*** Opening of Data supplied ***

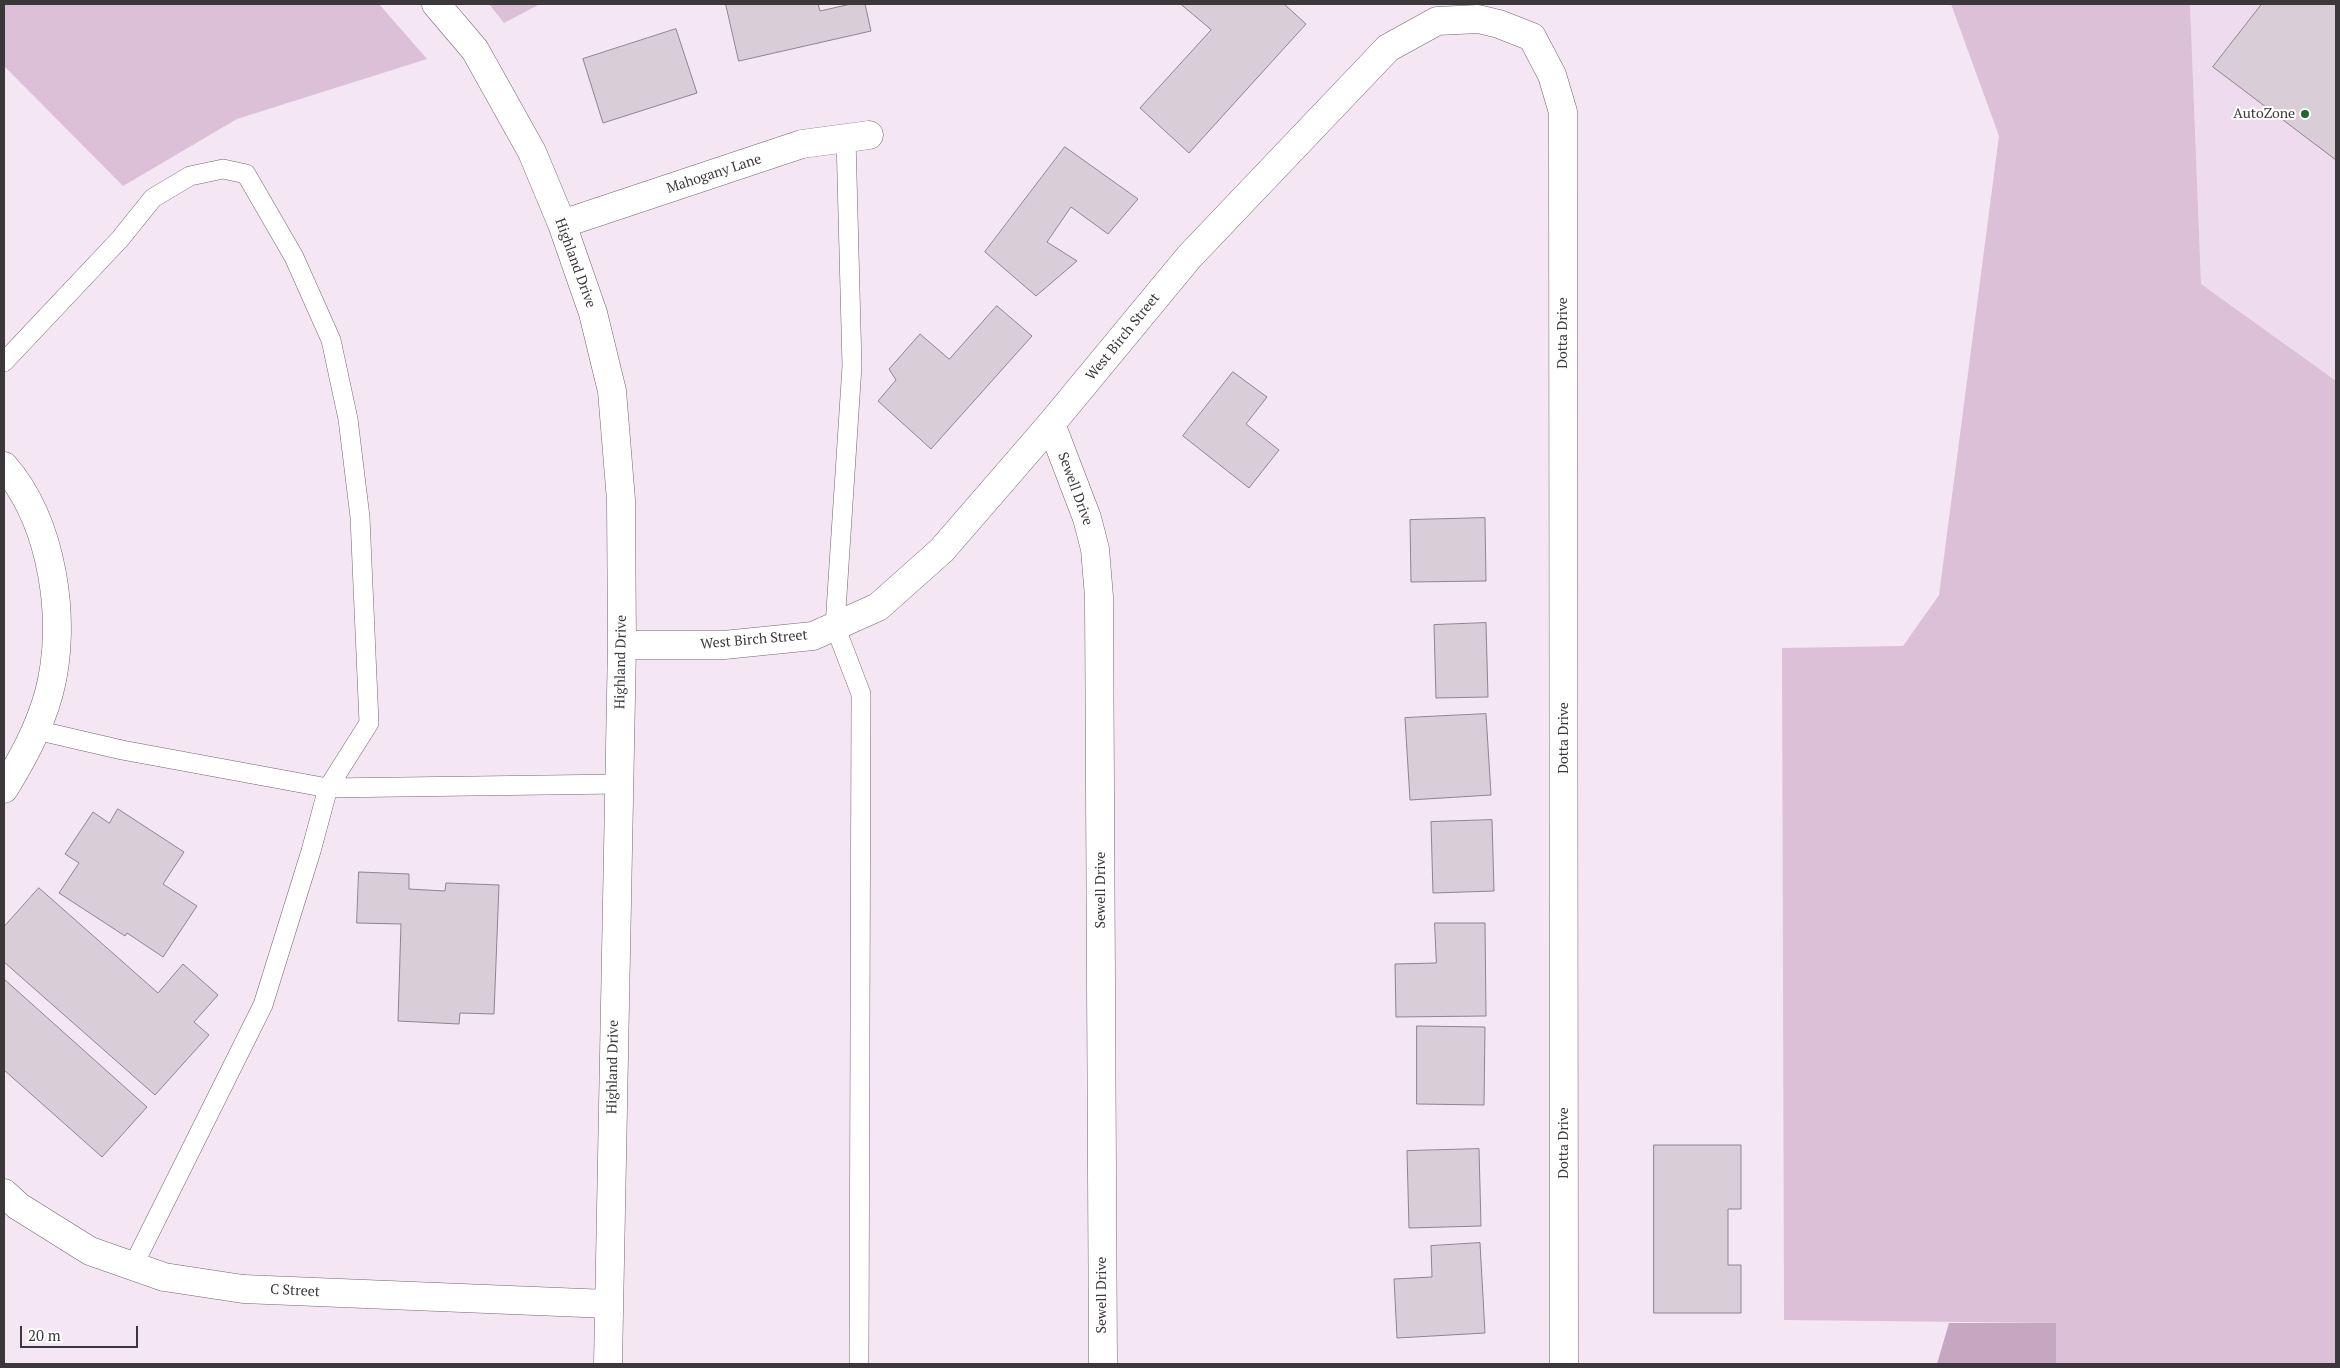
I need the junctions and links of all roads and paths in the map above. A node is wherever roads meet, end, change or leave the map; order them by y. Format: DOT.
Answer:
graph roads {
  1 [pos="436,4"];
  2 [pos="1563,112"];
  3 [pos="857,137"];
  4 [pos="562,224"];
  5 [pos="4,362"];
  6 [pos="1051,424"];
  7 [pos="4,466"];
  8 [pos="834,626"];
  9 [pos="622,645"];
  10 [pos="36,730"];
  11 [pos="619,784"];
  12 [pos="328,788"];
  13 [pos="4,789"];
  14 [pos="4,1193"];
  15 [pos="133,1266"];
  16 [pos="608,1304"];
  17 [pos="608,1364"];
  18 [pos="859,1364"];
  19 [pos="1102,1364"];
  20 [pos="1564,1364"];
  1 -- 4 [label="street, Highland Drive"];
  2 -- 6 [label="street, West Birch Street"];
  2 -- 20 [label="street, Dotta Drive"];
  3 -- 4 [label="street, Mahogany Lane"];
  3 -- 8 [label="lane"];
  4 -- 9 [label="street, Highland Drive"];
  5 -- 12 [label="lane"];
  6 -- 8 [label="street, West Birch Street"];
  6 -- 19 [label="street, Sewell Drive"];
  7 -- 10 [label="street"];
  8 -- 9 [label="street, West Birch Street"];
  8 -- 18 [label="lane"];
  9 -- 11 [label="street, Highland Drive"];
  10 -- 12 [label="lane"];
  10 -- 13 [label="street"];
  11 -- 12 [label="lane"];
  11 -- 16 [label="street, Highland Drive"];
  12 -- 15 [label="lane"];
  14 -- 15 [label="street, C Street"];
  15 -- 16 [label="street, C Street"];
  16 -- 17 [label="street, Highland Drive"];
}
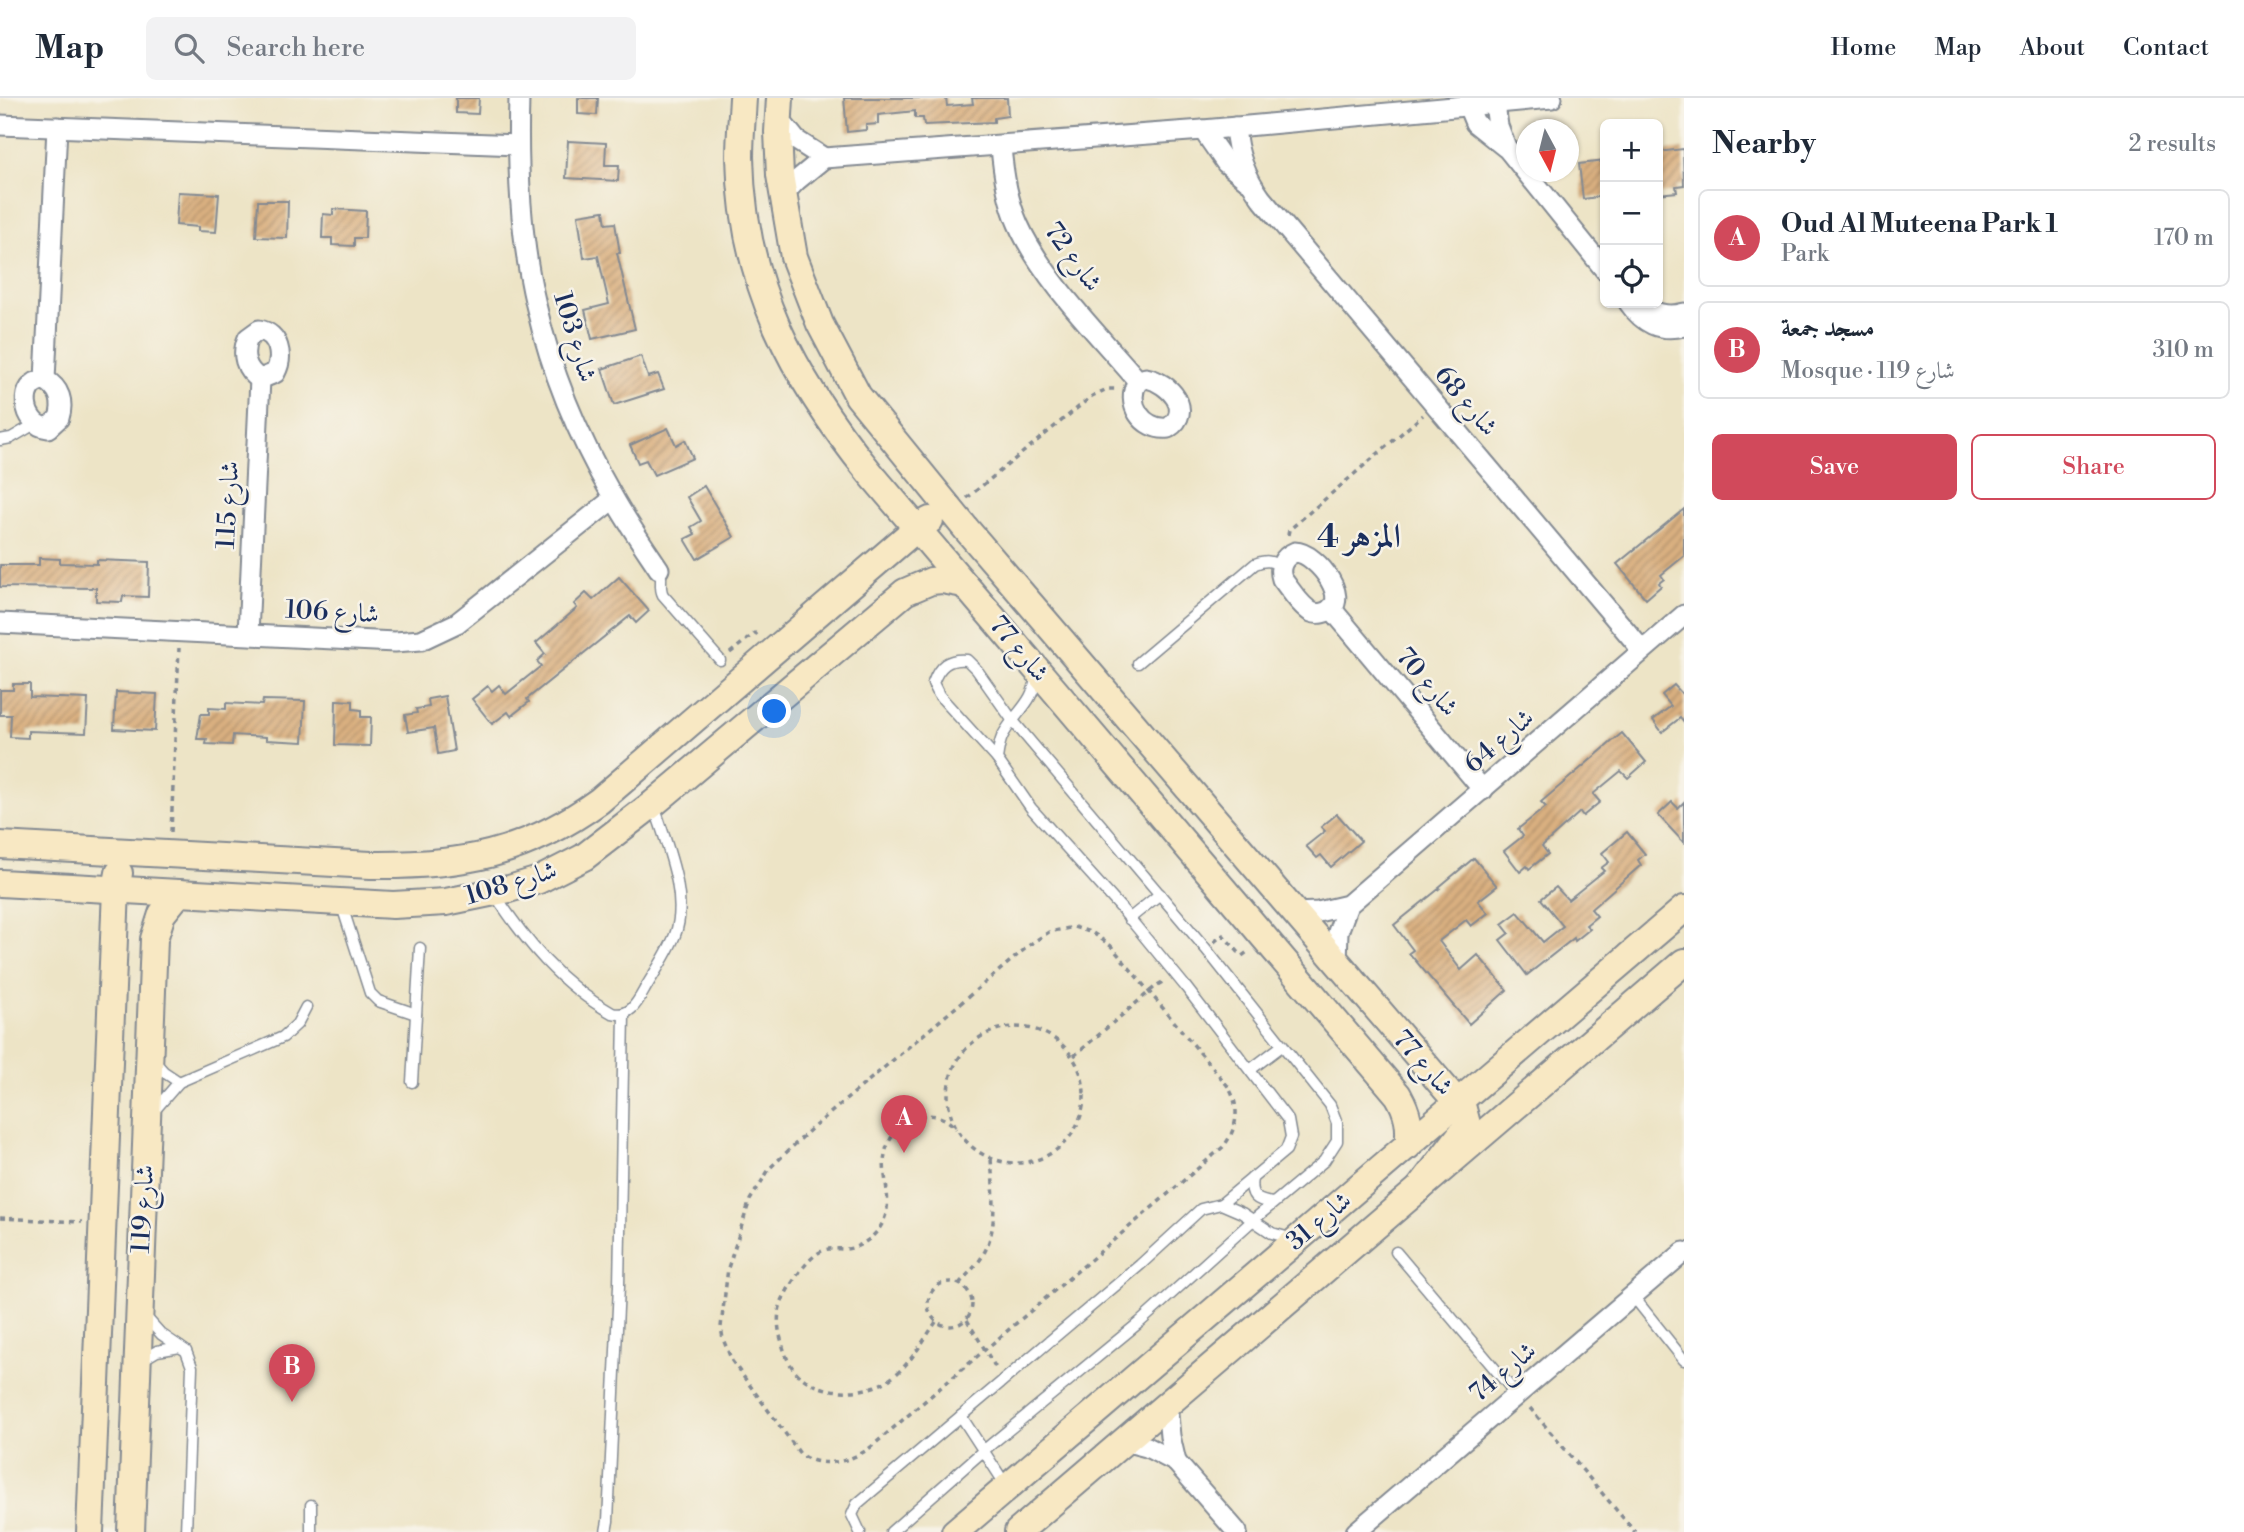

*** Close of Data supplied ***

### [The task]
Find and copy every line in the entries above where the string "West" occurs.

### [Expected output]
  2 -- 6 [label="street, West Birch Street"];
  6 -- 8 [label="street, West Birch Street"];
  8 -- 9 [label="street, West Birch Street"];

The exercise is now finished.